Only two patients had severe pain, but the pain still existed to varying degrees at the two-week follow-up. Therefore, extra attention and follow-up consultations should be provided to patients with severe procedure-related pain. Moreover, we did not identify the factors associated with severe pain in the two cases, and further studies may be needed to explore the potential factors associated with the pain. Our incidence of pneumothorax was similar to that in prior reports, ranging from 15 to 42% [5,6,7,8,9]. Our incidence of pulmonary hemorrhage (78.1%) was higher than previously reported values [8,9,10], but only 0.9% (2/215) of patients had a small amount of hemothorax.

This study has several limitations.
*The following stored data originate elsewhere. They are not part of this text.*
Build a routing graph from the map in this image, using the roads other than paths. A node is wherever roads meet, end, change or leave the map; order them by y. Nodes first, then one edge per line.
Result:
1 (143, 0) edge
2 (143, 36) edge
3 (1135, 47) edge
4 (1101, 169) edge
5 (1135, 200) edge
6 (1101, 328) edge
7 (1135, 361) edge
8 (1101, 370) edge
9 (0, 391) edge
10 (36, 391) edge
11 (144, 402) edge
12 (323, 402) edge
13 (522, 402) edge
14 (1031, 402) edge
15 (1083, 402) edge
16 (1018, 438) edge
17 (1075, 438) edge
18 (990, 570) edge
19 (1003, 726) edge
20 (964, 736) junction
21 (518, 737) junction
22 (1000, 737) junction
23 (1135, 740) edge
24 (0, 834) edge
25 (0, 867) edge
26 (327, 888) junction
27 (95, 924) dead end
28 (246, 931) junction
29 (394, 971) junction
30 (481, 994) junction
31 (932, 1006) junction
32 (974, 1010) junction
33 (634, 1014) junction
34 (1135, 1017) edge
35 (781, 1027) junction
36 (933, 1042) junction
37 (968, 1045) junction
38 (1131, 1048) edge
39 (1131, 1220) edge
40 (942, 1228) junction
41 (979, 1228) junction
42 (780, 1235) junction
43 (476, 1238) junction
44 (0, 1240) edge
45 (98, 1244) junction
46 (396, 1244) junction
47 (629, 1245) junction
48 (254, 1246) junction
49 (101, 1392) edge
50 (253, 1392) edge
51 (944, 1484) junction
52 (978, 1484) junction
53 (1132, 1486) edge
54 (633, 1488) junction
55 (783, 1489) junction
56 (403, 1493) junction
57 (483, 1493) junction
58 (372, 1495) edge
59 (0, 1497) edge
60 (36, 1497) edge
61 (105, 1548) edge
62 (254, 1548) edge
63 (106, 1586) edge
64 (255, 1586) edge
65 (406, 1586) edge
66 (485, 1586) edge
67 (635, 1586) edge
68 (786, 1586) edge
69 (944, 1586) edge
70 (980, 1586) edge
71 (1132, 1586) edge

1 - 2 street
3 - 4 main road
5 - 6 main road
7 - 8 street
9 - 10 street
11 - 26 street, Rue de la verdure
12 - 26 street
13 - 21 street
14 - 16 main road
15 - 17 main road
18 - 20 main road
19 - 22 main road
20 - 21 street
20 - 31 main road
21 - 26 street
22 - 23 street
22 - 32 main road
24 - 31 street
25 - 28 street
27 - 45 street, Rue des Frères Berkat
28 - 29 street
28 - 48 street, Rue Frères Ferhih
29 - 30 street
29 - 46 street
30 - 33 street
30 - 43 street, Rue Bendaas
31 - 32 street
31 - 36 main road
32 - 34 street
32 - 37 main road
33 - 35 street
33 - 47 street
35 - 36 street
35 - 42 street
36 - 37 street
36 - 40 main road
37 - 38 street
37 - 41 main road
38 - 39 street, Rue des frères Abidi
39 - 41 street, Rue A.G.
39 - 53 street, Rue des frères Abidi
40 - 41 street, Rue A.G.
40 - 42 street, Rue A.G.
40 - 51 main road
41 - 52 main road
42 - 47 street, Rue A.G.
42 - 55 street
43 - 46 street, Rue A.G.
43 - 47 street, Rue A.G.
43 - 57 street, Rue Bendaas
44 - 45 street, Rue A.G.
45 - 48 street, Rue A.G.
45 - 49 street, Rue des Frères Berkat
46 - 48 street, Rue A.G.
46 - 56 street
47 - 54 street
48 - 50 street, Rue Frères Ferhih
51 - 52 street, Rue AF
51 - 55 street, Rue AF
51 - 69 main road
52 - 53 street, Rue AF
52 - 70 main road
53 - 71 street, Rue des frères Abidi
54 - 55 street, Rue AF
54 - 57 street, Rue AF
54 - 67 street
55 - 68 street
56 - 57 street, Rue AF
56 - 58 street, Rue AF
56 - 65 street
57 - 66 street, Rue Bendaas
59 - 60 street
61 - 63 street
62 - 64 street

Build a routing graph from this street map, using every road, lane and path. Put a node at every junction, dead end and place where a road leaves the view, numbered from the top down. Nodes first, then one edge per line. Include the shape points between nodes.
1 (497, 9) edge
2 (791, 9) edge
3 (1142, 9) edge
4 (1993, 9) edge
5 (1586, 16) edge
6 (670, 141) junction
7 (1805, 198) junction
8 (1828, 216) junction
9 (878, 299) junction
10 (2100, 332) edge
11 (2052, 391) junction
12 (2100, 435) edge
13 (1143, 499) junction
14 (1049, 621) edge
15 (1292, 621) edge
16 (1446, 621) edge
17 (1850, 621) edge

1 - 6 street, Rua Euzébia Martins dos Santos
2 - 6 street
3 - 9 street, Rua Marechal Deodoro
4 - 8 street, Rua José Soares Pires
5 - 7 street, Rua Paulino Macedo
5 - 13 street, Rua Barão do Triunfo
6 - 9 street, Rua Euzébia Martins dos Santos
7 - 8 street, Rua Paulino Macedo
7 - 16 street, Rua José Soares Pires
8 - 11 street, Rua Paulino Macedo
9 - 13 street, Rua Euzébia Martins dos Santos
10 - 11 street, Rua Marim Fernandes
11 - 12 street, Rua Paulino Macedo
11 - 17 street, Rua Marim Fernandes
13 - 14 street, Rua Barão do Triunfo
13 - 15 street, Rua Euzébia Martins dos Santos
First, it is a single-center study with relatively few participants. Future studies should incorporate larger sample sizes. Second, this study did not evaluate some factors, such as the operators’ experience, biopsy needle type, the patient’s education level, preoperative anxiety, and expected pain, which may influence pain perception. These potential influencing factors should be fully considered in subsequent studies.

Conclusions

PTNB of lung lesions is relatively comfortable, and most patients report non-significant pain. However, participants with larger lesions, larger needle-pleural angles, and longer procedure times reported more severe pain. This information may assist with preprocedural counseling and thus reassure patients before the procedure.